• [Requirement]: Produce an exact copy of the first line of the data below and each line after it, please, up to and including the one with "0 #1f3d34) drop-shadow(-2px".

╭─ Provided information

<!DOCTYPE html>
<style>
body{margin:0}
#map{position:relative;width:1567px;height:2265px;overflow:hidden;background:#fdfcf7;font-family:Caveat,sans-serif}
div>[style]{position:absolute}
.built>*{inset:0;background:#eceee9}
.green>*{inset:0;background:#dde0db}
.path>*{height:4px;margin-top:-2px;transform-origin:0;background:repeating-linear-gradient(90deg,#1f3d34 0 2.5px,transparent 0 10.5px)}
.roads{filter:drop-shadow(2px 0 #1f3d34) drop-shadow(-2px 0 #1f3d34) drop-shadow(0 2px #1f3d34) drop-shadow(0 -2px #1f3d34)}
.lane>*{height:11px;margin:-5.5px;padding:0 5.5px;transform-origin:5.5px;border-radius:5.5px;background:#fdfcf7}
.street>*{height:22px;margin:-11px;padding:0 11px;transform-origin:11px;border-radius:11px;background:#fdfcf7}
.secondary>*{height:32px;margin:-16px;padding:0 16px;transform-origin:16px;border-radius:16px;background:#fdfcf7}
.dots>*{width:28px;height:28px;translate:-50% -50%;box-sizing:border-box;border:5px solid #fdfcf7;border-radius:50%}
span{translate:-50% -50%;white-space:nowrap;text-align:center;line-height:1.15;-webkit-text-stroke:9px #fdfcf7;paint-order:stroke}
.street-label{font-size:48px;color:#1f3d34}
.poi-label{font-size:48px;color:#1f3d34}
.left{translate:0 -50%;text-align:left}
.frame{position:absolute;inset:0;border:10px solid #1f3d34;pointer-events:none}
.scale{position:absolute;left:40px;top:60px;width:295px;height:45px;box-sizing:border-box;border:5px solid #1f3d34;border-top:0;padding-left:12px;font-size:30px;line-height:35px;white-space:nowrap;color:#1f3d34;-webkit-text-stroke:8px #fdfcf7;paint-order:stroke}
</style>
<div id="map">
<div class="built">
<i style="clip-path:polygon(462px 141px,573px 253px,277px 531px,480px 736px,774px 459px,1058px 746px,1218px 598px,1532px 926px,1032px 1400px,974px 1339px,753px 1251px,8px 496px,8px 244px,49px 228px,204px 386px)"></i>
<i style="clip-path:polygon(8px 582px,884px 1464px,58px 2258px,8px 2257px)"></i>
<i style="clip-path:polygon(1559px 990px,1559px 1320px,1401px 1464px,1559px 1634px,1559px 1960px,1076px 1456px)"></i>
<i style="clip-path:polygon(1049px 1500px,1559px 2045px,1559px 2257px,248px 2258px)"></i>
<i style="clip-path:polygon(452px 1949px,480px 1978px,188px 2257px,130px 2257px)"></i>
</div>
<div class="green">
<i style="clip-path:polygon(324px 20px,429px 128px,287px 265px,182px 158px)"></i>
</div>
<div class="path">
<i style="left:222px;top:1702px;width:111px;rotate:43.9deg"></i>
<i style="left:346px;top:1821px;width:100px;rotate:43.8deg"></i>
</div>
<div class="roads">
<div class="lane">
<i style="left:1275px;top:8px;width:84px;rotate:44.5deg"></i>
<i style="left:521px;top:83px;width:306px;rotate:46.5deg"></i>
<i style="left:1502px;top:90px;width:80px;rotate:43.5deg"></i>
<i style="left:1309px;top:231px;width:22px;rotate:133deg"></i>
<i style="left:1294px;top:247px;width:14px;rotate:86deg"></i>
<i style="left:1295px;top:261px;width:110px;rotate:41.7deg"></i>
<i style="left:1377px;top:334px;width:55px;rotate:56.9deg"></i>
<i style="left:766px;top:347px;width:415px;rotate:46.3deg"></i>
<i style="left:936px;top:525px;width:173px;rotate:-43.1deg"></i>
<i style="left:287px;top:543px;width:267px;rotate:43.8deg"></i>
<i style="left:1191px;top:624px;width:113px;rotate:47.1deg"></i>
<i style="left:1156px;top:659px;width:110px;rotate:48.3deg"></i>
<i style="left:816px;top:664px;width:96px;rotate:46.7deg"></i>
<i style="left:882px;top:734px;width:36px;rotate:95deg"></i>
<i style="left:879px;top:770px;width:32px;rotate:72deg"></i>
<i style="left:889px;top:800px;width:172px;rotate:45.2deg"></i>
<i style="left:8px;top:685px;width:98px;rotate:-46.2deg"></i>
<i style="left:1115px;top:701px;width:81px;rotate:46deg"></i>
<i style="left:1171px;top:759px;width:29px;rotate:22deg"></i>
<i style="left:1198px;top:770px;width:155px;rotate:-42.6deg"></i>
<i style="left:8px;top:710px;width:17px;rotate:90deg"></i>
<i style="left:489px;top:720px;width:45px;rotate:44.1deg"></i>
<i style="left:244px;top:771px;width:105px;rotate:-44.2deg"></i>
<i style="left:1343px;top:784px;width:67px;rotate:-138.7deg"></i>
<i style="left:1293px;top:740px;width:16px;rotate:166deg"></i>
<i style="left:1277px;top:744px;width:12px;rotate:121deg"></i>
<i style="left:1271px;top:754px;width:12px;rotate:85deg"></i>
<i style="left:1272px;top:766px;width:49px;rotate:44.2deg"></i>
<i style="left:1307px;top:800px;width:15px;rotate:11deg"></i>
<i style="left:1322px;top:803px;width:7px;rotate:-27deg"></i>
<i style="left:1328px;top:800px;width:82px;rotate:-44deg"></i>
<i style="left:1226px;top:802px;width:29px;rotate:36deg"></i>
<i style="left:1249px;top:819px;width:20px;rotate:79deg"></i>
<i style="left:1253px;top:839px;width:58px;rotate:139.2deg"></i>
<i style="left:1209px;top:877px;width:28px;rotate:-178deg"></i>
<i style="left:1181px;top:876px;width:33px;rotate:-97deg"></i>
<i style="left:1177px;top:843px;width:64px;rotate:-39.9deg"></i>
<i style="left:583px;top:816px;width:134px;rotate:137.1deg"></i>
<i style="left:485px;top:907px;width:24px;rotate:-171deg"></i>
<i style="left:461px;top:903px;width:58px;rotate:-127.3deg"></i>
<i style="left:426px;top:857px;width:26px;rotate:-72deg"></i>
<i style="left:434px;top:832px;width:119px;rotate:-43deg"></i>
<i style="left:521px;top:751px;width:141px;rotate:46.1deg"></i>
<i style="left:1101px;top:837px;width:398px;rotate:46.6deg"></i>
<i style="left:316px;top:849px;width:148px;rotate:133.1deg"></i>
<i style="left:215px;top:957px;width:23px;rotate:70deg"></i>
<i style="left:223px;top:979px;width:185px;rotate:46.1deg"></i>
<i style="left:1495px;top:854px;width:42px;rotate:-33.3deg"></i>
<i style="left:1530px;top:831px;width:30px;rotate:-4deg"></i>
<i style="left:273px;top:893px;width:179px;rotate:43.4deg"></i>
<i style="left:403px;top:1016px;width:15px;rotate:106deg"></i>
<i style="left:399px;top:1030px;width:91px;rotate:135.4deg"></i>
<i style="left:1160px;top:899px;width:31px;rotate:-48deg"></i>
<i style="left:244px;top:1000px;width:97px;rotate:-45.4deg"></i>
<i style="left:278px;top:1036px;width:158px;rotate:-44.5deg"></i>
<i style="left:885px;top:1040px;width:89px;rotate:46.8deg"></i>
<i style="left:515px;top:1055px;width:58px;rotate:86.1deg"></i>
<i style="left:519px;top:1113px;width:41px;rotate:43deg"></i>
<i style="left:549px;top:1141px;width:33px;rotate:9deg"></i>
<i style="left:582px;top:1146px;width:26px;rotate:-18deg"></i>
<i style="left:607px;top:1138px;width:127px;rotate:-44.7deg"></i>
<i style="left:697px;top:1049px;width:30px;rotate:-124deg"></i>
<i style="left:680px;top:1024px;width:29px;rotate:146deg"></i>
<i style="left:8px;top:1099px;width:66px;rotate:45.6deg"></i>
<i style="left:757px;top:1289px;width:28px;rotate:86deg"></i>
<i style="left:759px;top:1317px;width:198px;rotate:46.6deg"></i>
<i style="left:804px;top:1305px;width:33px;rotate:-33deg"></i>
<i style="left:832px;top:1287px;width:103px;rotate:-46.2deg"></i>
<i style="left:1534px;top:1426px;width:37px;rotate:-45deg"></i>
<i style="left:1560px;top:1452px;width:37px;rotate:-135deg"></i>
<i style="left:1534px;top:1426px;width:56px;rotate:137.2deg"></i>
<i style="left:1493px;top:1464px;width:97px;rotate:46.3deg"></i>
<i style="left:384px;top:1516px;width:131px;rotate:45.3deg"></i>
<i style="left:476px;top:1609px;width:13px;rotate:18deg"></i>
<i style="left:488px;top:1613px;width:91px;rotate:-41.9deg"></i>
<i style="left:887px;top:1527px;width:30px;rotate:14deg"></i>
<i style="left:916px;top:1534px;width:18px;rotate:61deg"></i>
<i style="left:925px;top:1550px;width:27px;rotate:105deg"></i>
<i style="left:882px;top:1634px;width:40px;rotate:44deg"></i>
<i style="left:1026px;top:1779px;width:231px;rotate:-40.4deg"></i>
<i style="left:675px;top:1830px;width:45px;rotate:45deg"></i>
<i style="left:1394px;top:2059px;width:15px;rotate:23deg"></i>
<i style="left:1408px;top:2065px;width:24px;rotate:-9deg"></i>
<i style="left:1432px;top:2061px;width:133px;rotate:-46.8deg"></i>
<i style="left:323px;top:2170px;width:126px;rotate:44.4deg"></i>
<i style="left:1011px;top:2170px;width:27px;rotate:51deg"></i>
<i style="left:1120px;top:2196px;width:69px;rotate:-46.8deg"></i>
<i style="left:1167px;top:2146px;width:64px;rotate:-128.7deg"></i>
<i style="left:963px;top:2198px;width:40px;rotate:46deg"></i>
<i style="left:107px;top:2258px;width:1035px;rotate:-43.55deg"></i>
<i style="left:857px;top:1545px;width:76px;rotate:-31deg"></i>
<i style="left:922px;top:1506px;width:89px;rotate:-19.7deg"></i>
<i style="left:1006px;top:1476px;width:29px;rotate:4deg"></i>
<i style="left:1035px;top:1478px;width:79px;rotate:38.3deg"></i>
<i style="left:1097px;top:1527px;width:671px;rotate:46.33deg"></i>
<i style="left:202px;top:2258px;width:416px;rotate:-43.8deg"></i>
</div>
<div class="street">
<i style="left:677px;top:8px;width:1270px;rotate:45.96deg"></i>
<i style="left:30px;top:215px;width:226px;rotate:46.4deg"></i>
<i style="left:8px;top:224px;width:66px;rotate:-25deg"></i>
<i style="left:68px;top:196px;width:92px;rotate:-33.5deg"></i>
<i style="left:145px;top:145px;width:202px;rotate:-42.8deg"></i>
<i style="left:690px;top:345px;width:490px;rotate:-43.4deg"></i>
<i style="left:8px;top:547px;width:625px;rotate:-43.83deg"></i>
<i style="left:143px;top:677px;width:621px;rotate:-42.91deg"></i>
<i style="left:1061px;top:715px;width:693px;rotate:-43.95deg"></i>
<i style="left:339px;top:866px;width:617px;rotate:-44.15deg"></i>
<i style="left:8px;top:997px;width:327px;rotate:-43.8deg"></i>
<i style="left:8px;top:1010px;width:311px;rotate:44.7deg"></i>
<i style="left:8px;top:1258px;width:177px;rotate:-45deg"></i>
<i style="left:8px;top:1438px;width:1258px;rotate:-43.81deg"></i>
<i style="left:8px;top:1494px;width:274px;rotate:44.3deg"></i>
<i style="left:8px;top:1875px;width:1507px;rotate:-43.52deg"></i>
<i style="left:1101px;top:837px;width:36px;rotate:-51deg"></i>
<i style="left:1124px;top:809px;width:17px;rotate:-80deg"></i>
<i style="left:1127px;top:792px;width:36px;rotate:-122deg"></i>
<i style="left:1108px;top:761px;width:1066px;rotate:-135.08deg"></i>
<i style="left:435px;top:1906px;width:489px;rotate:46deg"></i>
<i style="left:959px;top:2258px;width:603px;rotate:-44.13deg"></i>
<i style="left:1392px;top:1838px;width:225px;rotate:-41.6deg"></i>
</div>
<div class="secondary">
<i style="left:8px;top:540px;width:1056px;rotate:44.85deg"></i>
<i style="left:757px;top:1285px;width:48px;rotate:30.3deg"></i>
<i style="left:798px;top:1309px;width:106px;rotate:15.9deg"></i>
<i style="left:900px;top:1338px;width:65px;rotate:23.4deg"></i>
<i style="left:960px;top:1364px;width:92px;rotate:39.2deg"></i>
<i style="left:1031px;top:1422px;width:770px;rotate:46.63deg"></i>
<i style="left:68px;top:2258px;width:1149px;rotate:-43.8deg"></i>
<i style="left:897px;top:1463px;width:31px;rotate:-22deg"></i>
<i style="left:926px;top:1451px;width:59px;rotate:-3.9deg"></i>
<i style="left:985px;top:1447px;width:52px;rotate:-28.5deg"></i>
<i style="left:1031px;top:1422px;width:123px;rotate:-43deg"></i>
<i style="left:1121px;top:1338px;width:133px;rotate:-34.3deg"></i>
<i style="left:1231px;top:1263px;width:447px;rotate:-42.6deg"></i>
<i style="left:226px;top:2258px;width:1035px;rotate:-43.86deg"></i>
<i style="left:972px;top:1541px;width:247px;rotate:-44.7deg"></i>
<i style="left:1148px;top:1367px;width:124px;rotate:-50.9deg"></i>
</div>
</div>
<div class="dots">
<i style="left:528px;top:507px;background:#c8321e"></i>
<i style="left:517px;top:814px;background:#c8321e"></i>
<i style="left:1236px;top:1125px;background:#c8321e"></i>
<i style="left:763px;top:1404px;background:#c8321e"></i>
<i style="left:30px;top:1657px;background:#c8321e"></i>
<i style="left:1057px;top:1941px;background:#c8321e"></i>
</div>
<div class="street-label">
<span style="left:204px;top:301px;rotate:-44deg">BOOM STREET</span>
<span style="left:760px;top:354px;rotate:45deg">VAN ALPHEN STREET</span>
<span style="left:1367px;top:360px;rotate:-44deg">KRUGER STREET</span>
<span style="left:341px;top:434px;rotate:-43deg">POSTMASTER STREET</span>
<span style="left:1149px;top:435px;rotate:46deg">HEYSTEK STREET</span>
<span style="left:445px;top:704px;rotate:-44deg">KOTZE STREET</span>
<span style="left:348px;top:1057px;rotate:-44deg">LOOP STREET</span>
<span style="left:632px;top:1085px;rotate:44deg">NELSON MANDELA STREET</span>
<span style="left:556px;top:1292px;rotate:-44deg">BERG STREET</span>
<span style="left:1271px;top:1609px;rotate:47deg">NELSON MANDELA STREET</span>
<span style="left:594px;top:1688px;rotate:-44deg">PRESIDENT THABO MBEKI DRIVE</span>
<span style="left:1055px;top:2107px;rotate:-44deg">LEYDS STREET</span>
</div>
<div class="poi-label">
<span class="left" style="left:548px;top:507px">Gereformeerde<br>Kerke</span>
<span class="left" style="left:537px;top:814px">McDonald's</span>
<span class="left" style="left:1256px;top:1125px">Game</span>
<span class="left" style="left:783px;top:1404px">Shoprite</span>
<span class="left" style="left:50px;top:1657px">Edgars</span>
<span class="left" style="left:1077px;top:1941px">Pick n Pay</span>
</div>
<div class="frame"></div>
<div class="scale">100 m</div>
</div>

╰─

• [Solution below]:
<!DOCTYPE html>
<style>
body{margin:0}
#map{position:relative;width:1567px;height:2265px;overflow:hidden;background:#fdfcf7;font-family:Caveat,sans-serif}
div>[style]{position:absolute}
.built>*{inset:0;background:#eceee9}
.green>*{inset:0;background:#dde0db}
.path>*{height:4px;margin-top:-2px;transform-origin:0;background:repeating-linear-gradient(90deg,#1f3d34 0 2.5px,transparent 0 10.5px)}
.roads{filter:drop-shadow(2px 0 #1f3d34) drop-shadow(-2px 0 #1f3d34) drop-shadow(0 2px #1f3d34) drop-shadow(0 -2px #1f3d34)}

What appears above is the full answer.